:: WHAT THE EXERCISE ASKS ::
Word for word, copy the line that contains "ring mcp: (1131, 675)" and each line after it in the data below. Pictures stay out of the copy.

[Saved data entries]
_ _ _ _ _
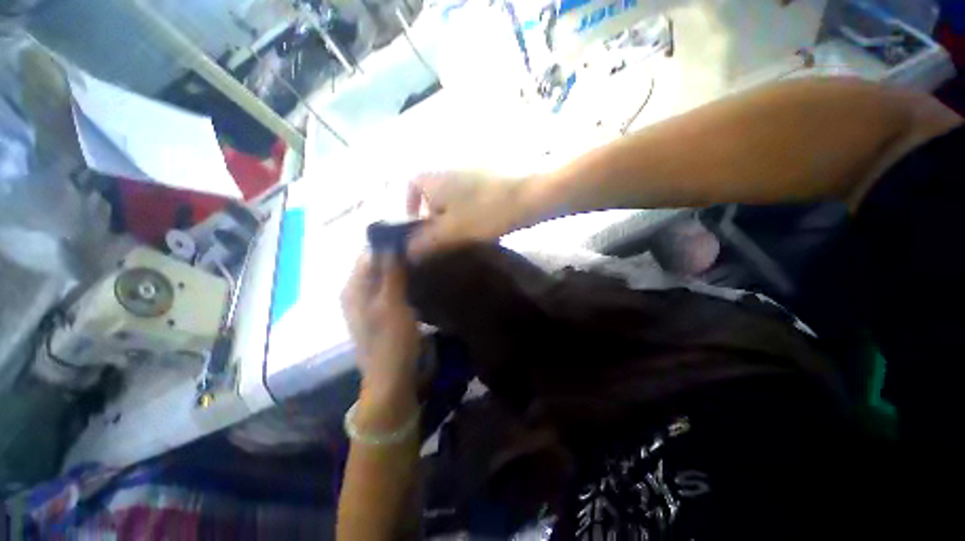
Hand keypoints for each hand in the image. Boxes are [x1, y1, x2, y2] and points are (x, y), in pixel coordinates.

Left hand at [341, 253, 420, 398]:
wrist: (391, 379)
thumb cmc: (391, 341)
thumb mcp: (392, 304)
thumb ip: (391, 273)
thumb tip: (391, 243)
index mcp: (353, 289)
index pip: (368, 254)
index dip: (388, 244)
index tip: (412, 237)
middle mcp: (356, 293)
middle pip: (375, 265)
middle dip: (396, 256)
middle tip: (421, 250)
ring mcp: (367, 304)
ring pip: (384, 277)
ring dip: (400, 269)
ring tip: (422, 262)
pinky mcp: (379, 313)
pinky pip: (389, 289)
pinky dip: (401, 282)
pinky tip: (417, 281)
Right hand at [406, 171, 533, 257]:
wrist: (529, 198)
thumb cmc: (484, 212)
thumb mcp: (451, 231)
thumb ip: (426, 242)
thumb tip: (408, 252)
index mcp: (434, 179)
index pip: (411, 185)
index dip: (410, 205)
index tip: (417, 226)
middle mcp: (449, 173)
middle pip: (432, 196)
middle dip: (433, 219)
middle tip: (440, 240)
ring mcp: (471, 177)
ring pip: (452, 201)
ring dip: (453, 220)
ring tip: (460, 240)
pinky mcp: (488, 185)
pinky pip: (470, 201)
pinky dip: (469, 215)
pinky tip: (478, 231)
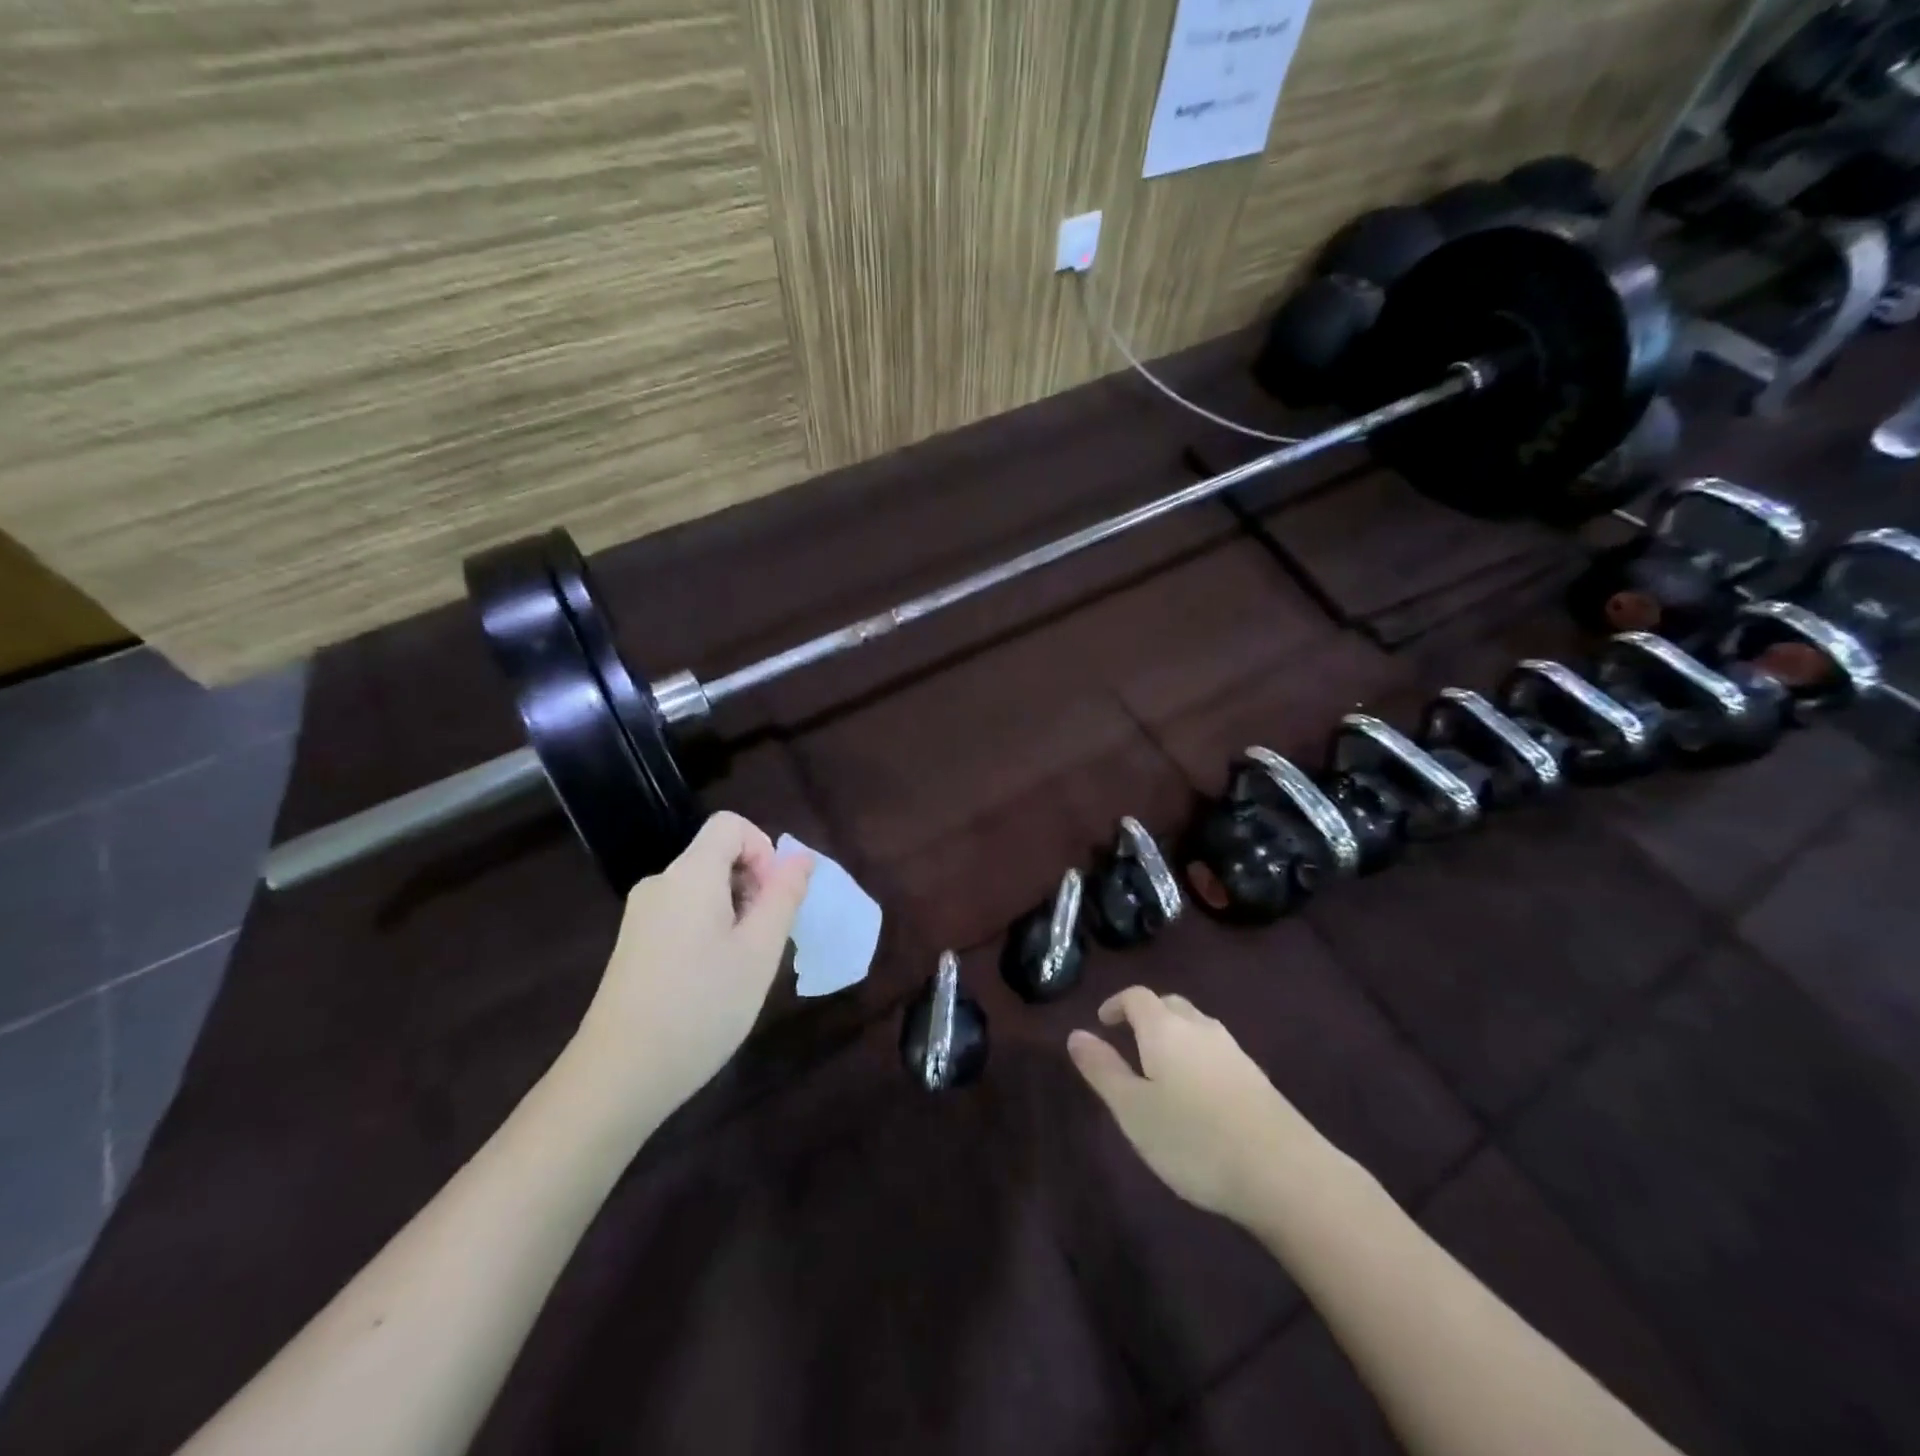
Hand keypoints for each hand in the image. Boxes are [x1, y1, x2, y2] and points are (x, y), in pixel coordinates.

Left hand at [566, 813, 812, 1131]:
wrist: (618, 1075)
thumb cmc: (702, 1006)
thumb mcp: (760, 951)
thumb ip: (784, 896)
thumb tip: (800, 857)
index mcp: (690, 875)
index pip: (730, 825)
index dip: (763, 849)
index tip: (773, 898)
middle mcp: (660, 884)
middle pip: (717, 857)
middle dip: (753, 886)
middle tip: (765, 941)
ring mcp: (641, 916)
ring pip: (703, 890)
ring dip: (735, 913)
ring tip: (741, 967)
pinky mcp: (633, 945)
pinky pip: (683, 915)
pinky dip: (709, 931)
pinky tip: (712, 982)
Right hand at [1068, 987, 1323, 1224]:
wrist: (1284, 1172)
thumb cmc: (1193, 1139)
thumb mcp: (1133, 1110)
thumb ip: (1102, 1069)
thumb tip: (1076, 1034)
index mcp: (1165, 1028)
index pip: (1137, 997)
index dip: (1116, 1004)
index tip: (1102, 1022)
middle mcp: (1200, 1028)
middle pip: (1170, 1005)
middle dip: (1146, 1016)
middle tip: (1129, 1042)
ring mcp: (1234, 1051)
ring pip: (1196, 1028)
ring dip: (1174, 1036)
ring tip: (1161, 1070)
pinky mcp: (1257, 1078)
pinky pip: (1216, 1052)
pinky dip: (1198, 1058)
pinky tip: (1198, 1095)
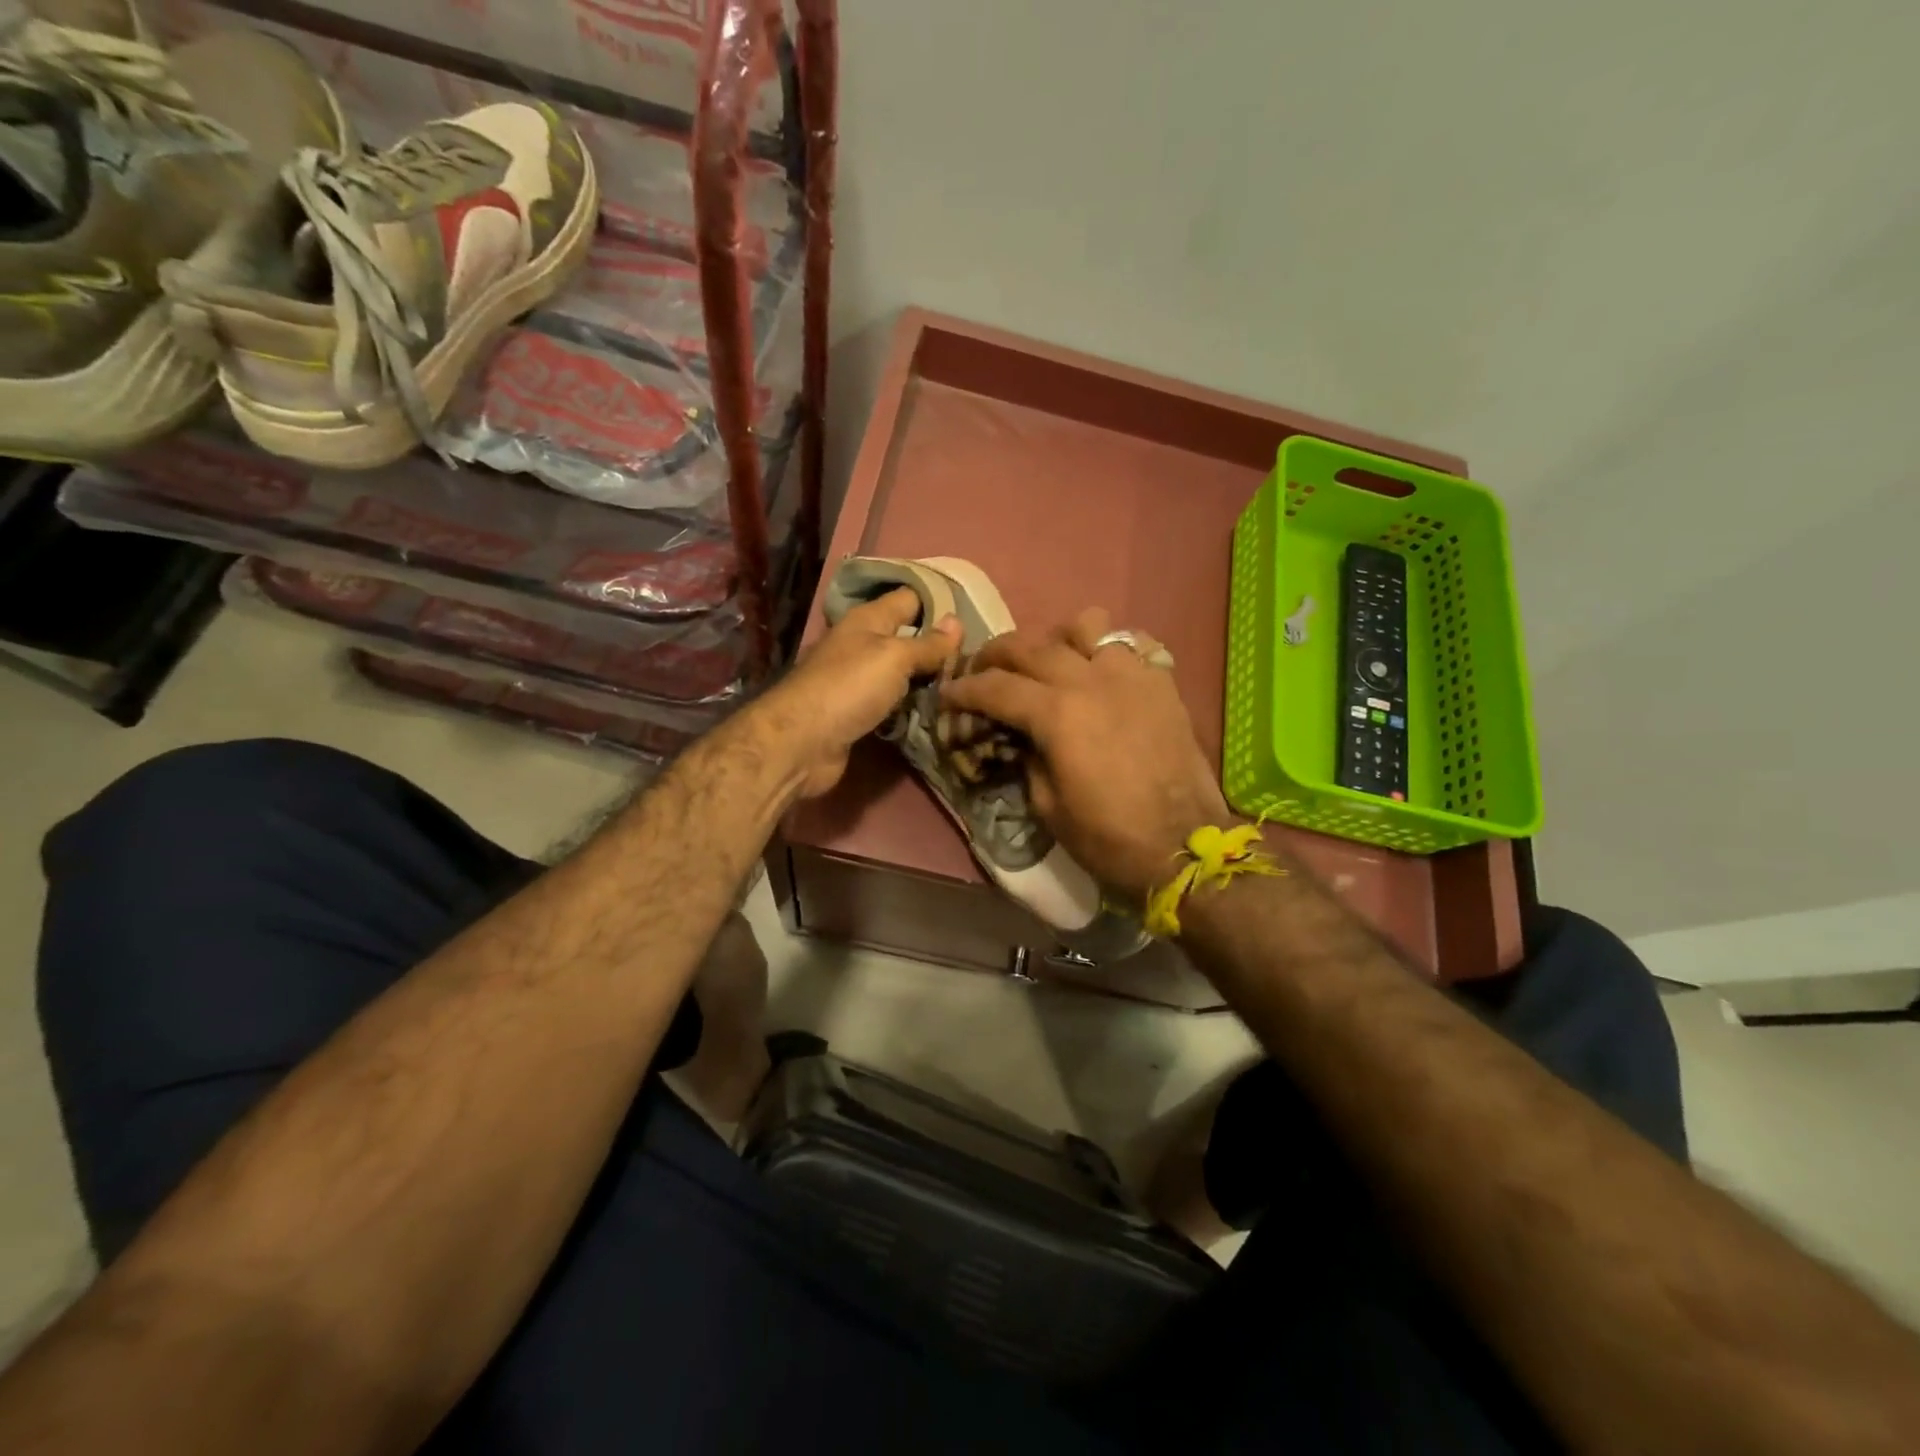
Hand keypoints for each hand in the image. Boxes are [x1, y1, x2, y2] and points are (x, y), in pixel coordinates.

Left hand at [755, 589, 959, 798]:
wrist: (802, 743)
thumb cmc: (849, 687)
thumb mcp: (895, 657)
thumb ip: (927, 644)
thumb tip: (957, 622)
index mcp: (868, 620)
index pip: (910, 598)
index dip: (940, 601)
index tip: (976, 612)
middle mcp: (862, 645)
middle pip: (908, 638)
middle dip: (940, 646)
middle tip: (982, 657)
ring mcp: (859, 681)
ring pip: (903, 673)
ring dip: (929, 680)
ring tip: (970, 685)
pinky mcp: (859, 713)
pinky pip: (894, 703)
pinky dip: (913, 706)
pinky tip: (941, 711)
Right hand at [941, 608, 1235, 903]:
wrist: (1184, 846)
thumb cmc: (1109, 838)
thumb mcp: (1047, 806)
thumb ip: (1027, 758)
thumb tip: (1019, 736)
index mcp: (1057, 714)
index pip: (996, 688)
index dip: (964, 690)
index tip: (948, 695)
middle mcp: (1091, 680)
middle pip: (1030, 646)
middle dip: (996, 655)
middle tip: (982, 671)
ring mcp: (1131, 675)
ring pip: (1085, 626)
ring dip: (1056, 639)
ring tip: (1050, 662)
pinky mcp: (1162, 682)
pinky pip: (1132, 642)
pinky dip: (1108, 648)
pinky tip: (1101, 669)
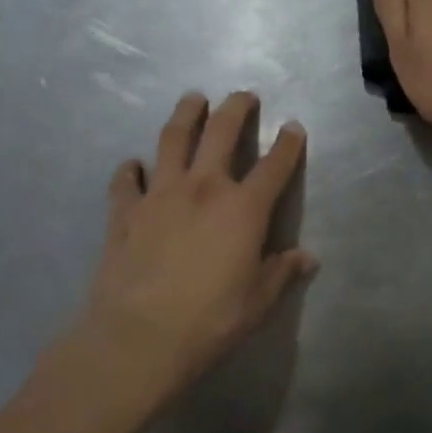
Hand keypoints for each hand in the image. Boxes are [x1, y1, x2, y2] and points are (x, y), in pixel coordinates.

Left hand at [66, 91, 313, 409]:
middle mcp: (203, 188)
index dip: (288, 143)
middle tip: (243, 95)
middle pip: (221, 133)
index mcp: (243, 208)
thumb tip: (307, 257)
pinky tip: (134, 166)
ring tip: (193, 99)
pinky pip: (127, 180)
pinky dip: (131, 169)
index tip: (294, 126)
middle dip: (236, 108)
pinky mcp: (124, 212)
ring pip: (172, 139)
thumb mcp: (259, 300)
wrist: (139, 337)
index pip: (275, 165)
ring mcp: (159, 195)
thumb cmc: (211, 320)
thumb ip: (282, 271)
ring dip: (185, 115)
_ _ _ _ _
:: SOLUTION TO THE EXERCISE ::
ring mcp: (1131, 675)
ring pip: (1085, 626)
ring dip: (1056, 639)
ring tip: (1050, 662)
pinky mcp: (1162, 682)
pinky pip: (1132, 642)
pinky dip: (1108, 648)
pinky tip: (1101, 669)
Hand keypoints for each hand in the image. Boxes are [x1, y1, x2, y2] and points are (x, y), in pixel coordinates.

Left hand at [66, 91, 313, 409]:
middle mcp: (203, 188)
index dip: (288, 143)
middle tip: (243, 95)
middle pip: (221, 133)
index mcp: (243, 208)
thumb tip: (307, 257)
pinky tip: (134, 166)
ring tip: (193, 99)
pinky pip: (127, 180)
pinky dip: (131, 169)
index tip: (294, 126)
middle dip: (236, 108)
pinky mcp: (124, 212)
ring pip: (172, 139)
thumb mcp: (259, 300)
wrist: (139, 337)
index pip: (275, 165)
ring mcp: (159, 195)
thumb cmc: (211, 320)
thumb ip: (282, 271)
ring dip: (185, 115)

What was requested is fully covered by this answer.